Finamore and her small team immediately got to work from hotels and coffee shops around the city—NRDC didn’t open a Beijing office until 2005, the year the project morphed into an official program. Qian calls that transition “a milestone for NRDC’s international vision.” In those early years the team promoted the benefits of energy efficiency and introduced the concept of green buildings to cities across China, an idea so novel that locals mistook them for real estate developers. The broader reception to these ideas was mixed. Overall, Finamore and her colleagues, including Rob Watson, primary framer of the LEED green building rating system, found that China’s leaders were far more focused on building coal plants to keep up with growing power demands.

Smoke from a factory chimney in northern China's Hebei Province
Credit: Ng Han Guan/AP

Meanwhile, air pollution was growing worse and power blackouts more frequent. As more and more Chinese citizens felt the impacts of these trends, public awareness of the environmental issues plaguing China spread, and attitudes started to shift. “It became too big a problem to ignore,” Finamore says, adding that sudden access to real-time data on the health effects of air pollution made a big impact. At the same time, China’s leaders had two important realizations: economic growth based on coal was not sustainable, and renewable energy offered enormous economic opportunity.
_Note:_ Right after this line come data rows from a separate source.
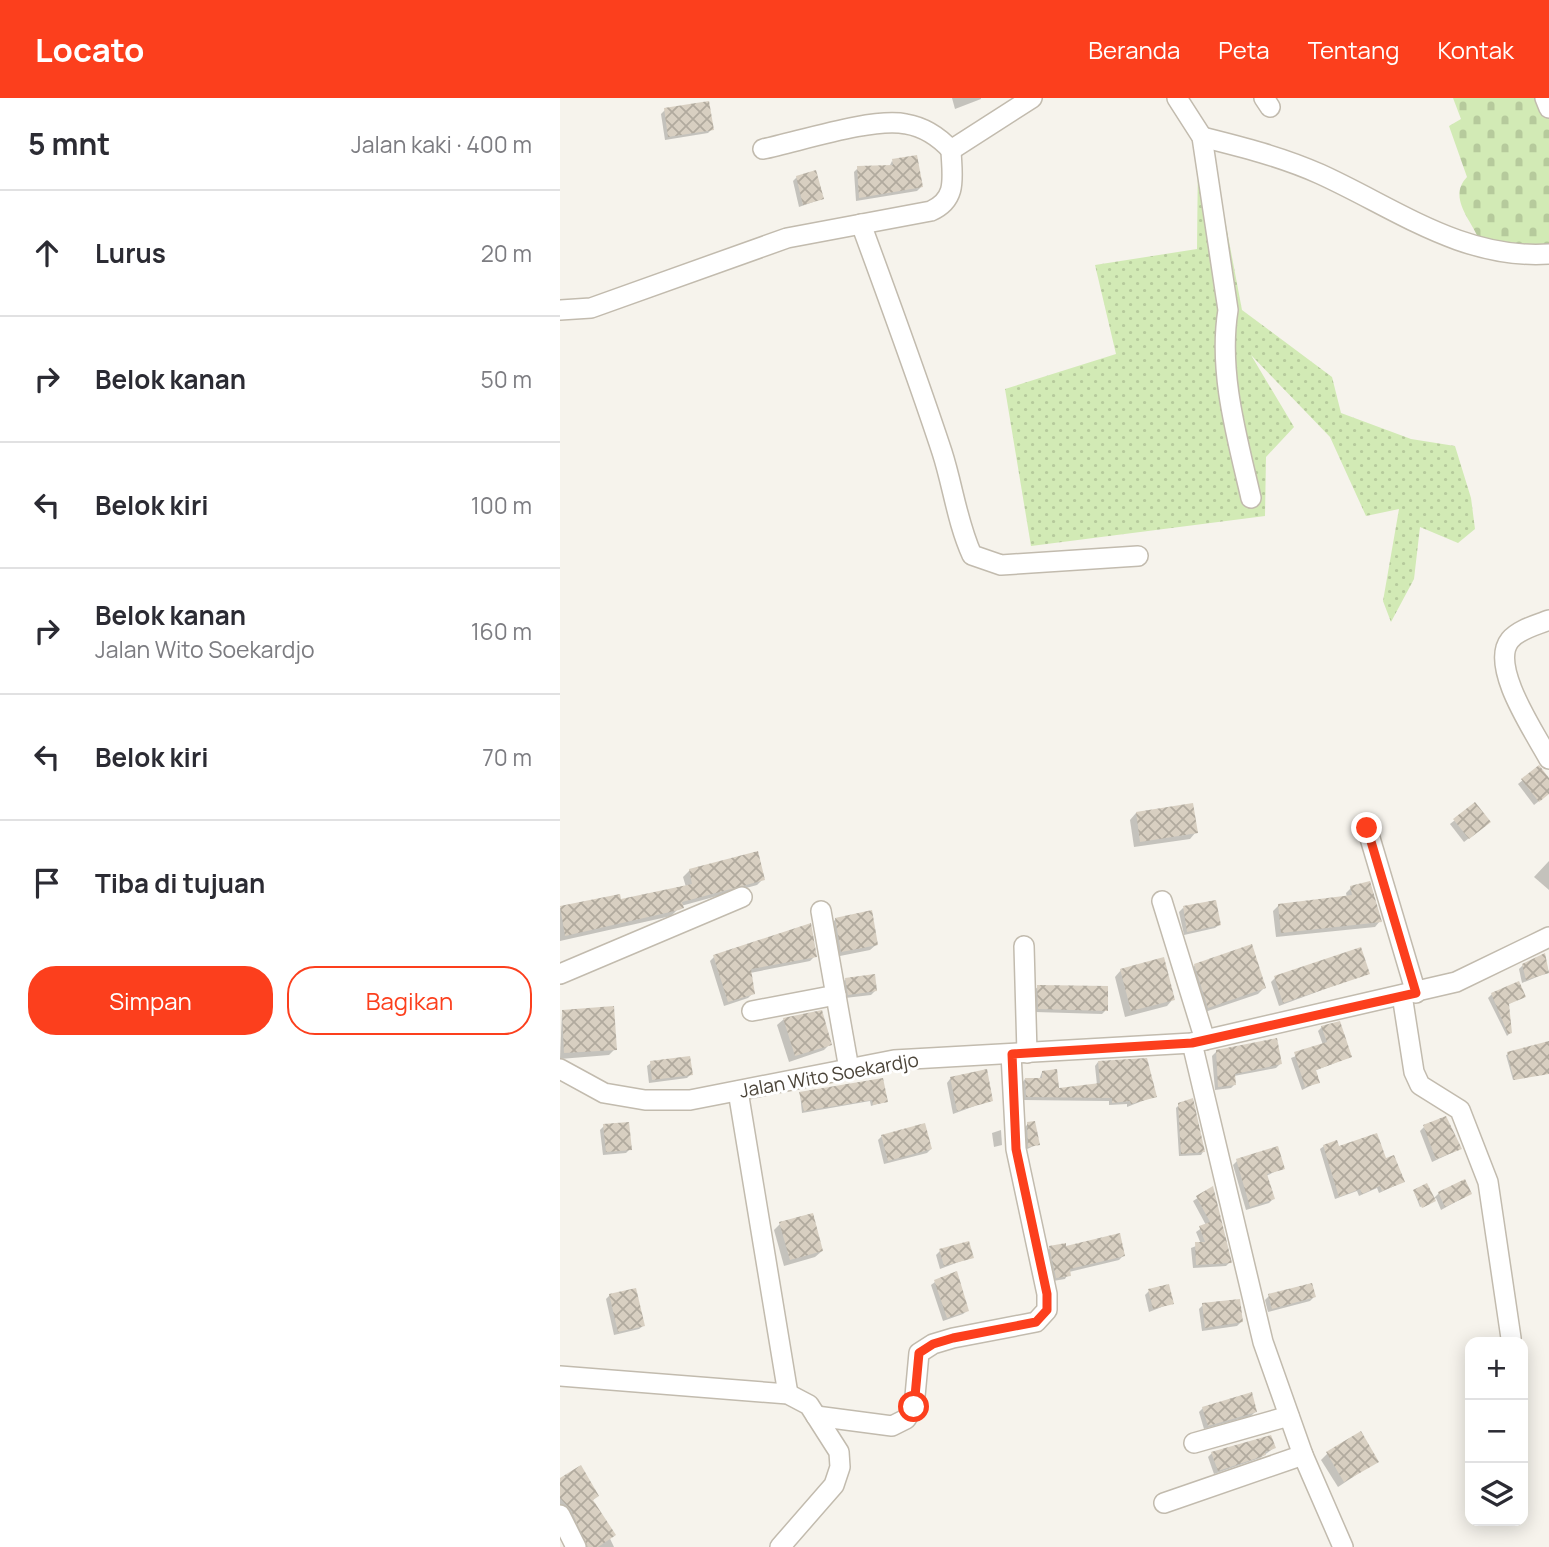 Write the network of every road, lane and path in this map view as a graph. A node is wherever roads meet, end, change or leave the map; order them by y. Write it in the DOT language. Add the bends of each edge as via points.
graph roads {
  1 [pos="1031,98"];
  2 [pos="1177,98"];
  3 [pos="1545,98"];
  4 [pos="1010,104"];
  5 [pos="1549,108"];
  6 [pos="1202,136"];
  7 [pos="762,149"];
  8 [pos="951,150"];
  9 [pos="861,224"];
  10 [pos="1549,254"];
  11 [pos="560,310"];
  12 [pos="1251,498"];
  13 [pos="1138,556"];
  14 [pos="1549,620"];
  15 [pos="1549,760"];
  16 [pos="1367,828"];
  17 [pos="742,897"];
  18 [pos="1162,901"];
  19 [pos="821,911"];
  20 [pos="1549,937"];
  21 [pos="1024,946"];
  22 [pos="560,974"];
  23 [pos="1409,994"];
  24 [pos="836,995"];
  25 [pos="752,1012"];
  26 [pos="1199,1042"];
  27 [pos="1019,1053"];
  28 [pos="560,1069"];
  29 [pos="849,1069"];
  30 [pos="738,1091"];
  31 [pos="1511,1337"];
  32 [pos="560,1377"];
  33 [pos="788,1394"];
  34 [pos="816,1416"];
  35 [pos="1289,1416"];
  36 [pos="1194,1443"];
  37 [pos="1303,1455"];
  38 [pos="1164,1503"];
  39 [pos="560,1514"];
  40 [pos="576,1547"];
  41 [pos="780,1547"];
  42 [pos="1343,1547"];
  1 -- 4 [label="street"];
  2 -- 6 [label="street"];
  3 -- 5 [label="street"];
  4 -- 8 [label="street"];
  6 -- 10 [label="street" via="1320,174 1450,240 1489,251"];
  6 -- 12 [label="street" via="1228,310 1223,338 1232,417"];
  7 -- 8 [label="street" via="883,123 926,131"];
  8 -- 9 [label="street" via="952,195 944,205"];
  9 -- 11 [label="street" via="788,238 591,308"];
  9 -- 13 [label="street" via="918,380 972,555 1001,565"];
  14 -- 15 [label="street" via="1511,638 1503,652 1504,672"];
  16 -- 23 [label="street"];
  17 -- 22 [label="street"];
  18 -- 26 [label="street"];
  19 -- 24 [label="street"];
  20 -- 23 [label="street, Jalan Wito Soekardjo" via="1455,982"];
  21 -- 27 [label="street"];
  23 -- 26 [label="street, Jalan Wito Soekardjo"];
  23 -- 31 [label="street" via="1414,1072 1420,1085 1460,1110 1488,1182"];
  24 -- 25 [label="street"];
  24 -- 29 [label="street"];
  26 -- 27 [label="street, Jalan Wito Soekardjo"];
  26 -- 35 [label="street" via="1263,1342"];
  27 -- 29 [label="street, Jalan Wito Soekardjo" via="894,1060"];
  27 -- 34 [label="street" via="1016,1149 1047,1310 1036,1322 953,1338 919,1353 914,1407 892,1426"];
  28 -- 30 [label="street, Jalan Wito Soekardjo" via="604,1093 645,1100 690,1100"];
  29 -- 30 [label="street, Jalan Wito Soekardjo"];
  30 -- 33 [label="street"];
  32 -- 33 [label="street"];
  33 -- 34 [label="street" via="809,1405"];
  34 -- 41 [label="street" via="839,1452 841,1467 834,1485"];
  35 -- 36 [label="street"];
  35 -- 37 [label="street"];
  37 -- 38 [label="street"];
  37 -- 42 [label="street"];
  39 -- 40 [label="street"];
} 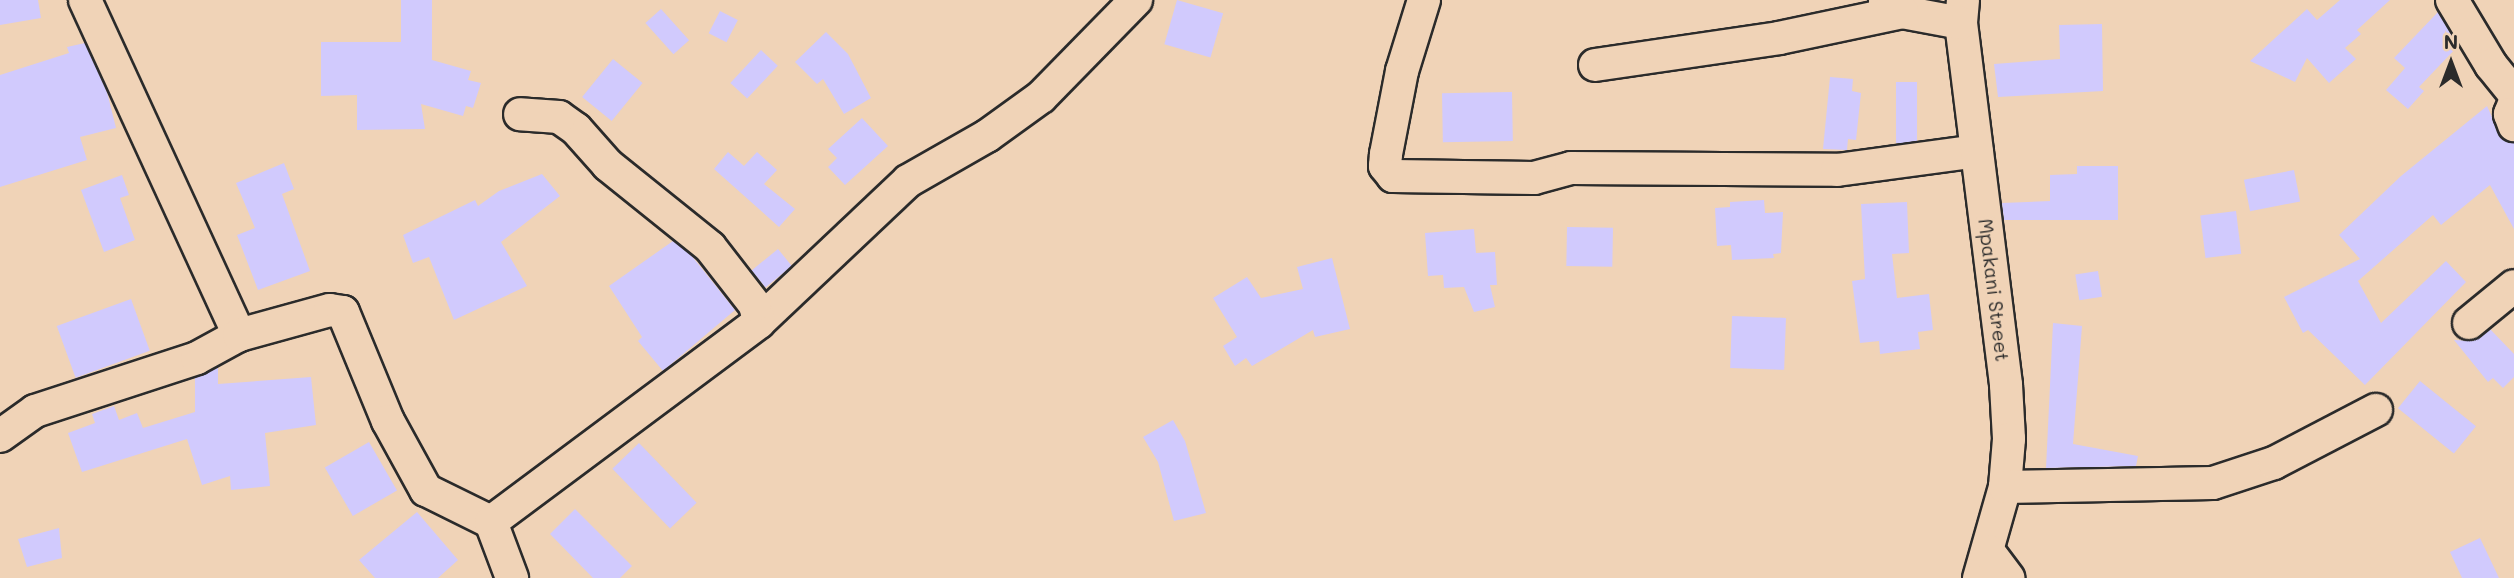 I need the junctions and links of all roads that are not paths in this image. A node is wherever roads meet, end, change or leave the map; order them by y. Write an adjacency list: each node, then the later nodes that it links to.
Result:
1 (85, 0): 17 (street)
2 (1136, 0): 15 (street)
3 (1424, 0): 13 (street)
4 (2452, 0): 7 (street)
5 (1892, 6): 6 (street); 8 (street)
6 (1962, 11): 13 (street, Mpakani Street)
7 (2502, 58): 9 (street)
8 (1595, 65)
9 (2514, 93)
10 (2514, 104): 12 (street)
11 (520, 114): 15 (street)
12 (2514, 125)
13 (1977, 151): 20 (street, Mpakani Street)
14 (2514, 286): 16 (street)
15 (759, 322): 21 (street)
16 (2469, 323)
17 (239, 335): 19 (street); 21 (street)
18 (2376, 410): 20 (street)
19 (0, 436)
20 (2005, 487): 22 (street, Mpakani Street)
21 (491, 523): 23 (street)
22 (1983, 565): 24 (street)
23 (512, 578)
24 (2008, 578) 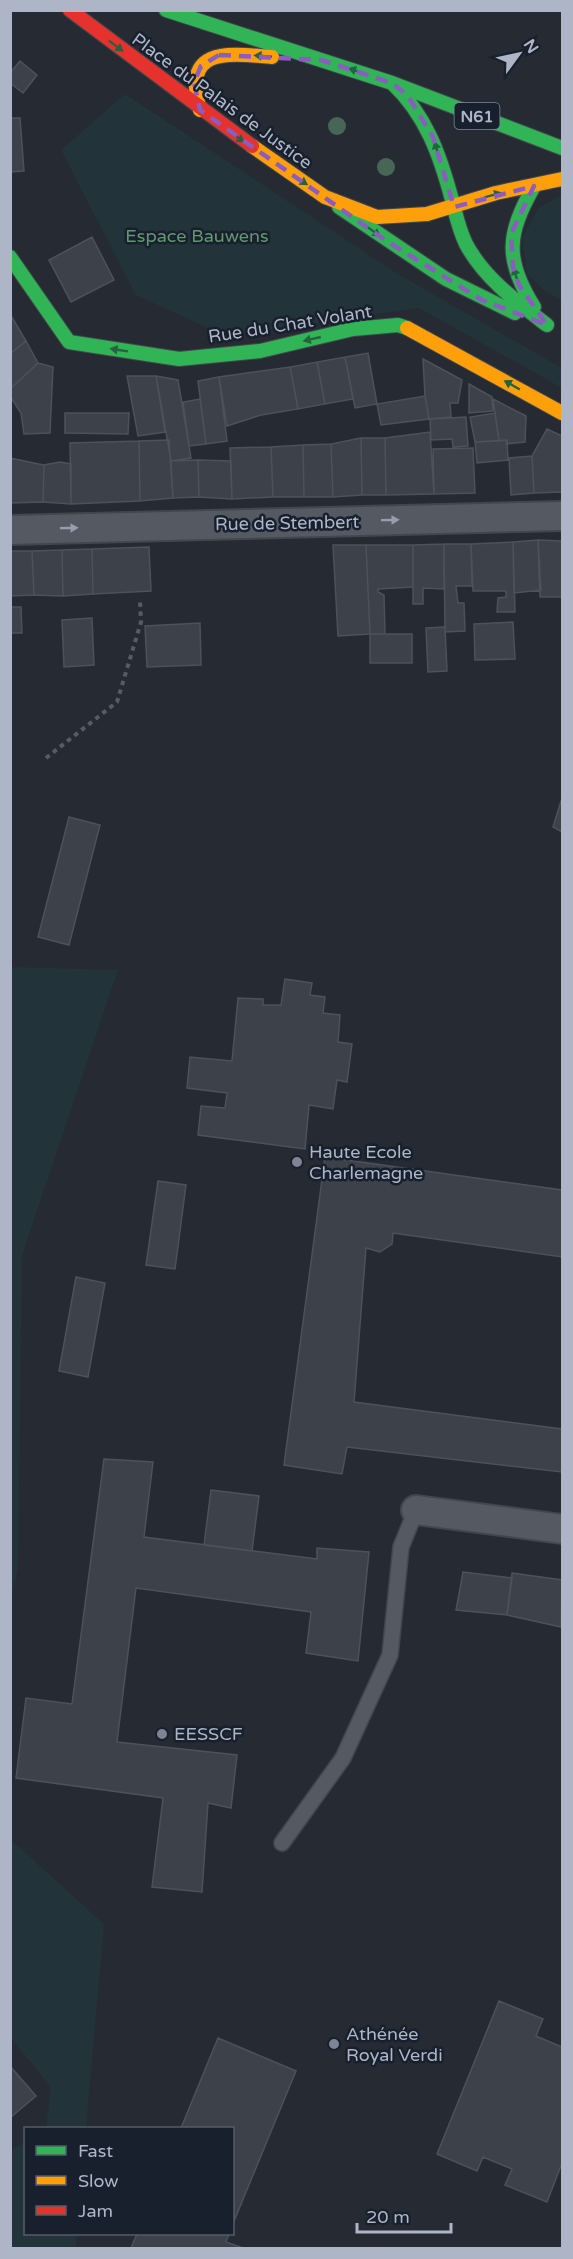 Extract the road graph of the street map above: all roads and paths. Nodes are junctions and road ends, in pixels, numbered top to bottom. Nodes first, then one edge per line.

In the book, Finamore also documents China’s forward-looking commitment to building up renewable energy (last year China invested more in solar capacity than every other country combined), electric vehicles (it developed the world’s largest industry in essentially five years), and green finance (its two-year-old green bond market is now the second-largest in the world). “It's complex,” Finamore says of the shift. “But I feel like people don’t realize how far China has come because it’s happened so rapidly.”

Despite these hopeful advances, Finamore notes that China still faces its share of challenges. Decarbonizing its economy, cleaning up its air pollution, transitioning to clean energy—all while working with other countries to do the same—is no small feat. And although Finamore has stepped away from her role leading NRDC’s efforts in China—she now serves as a strategic adviser on the organization’s work throughout Asia and leads its efforts to reduce greenhouse gas emissions from the fast-growing shipping industry—she’s still as invested as ever in its success, and she still assists with China-related fundraising and communications. Finamore’s been living stateside for several years now, but under Qian’s direction, a team of nearly 50 Beijing-based advocates continue the hard day-to-day work of helping China see its environmental revolution through.

Solar panels at a photovoltaic power station in Huaian city, east China's Jiangsu Province
Credit: Imaginechina/AP

“Barbara is a dedicated leader, always focused on goals,” Qian says. “The most important thing is that she’s good at looking at the big picture. And she led a team to do that. Any foreign concept, no matter how good it is, needs to be adapted in some way to be locally viable—and she knows this so well.”

On a global level, our climate crisis has accelerated dramatically since that fateful 1991 convening. The planet is warming at an unprecedented and alarming rate, and the cost of inaction continues to mount. Thankfully, China continues to press ahead as a climate leader, reaffirming its intent to achieve its Paris Agreement commitments this past September. The country is now leading the rest of the world in investing in clean energy and is kicking its addiction to coal, the world’s largest source of greenhouse gas emissions. So, will China save the planet? We can only hope that the answer will wind up being yes.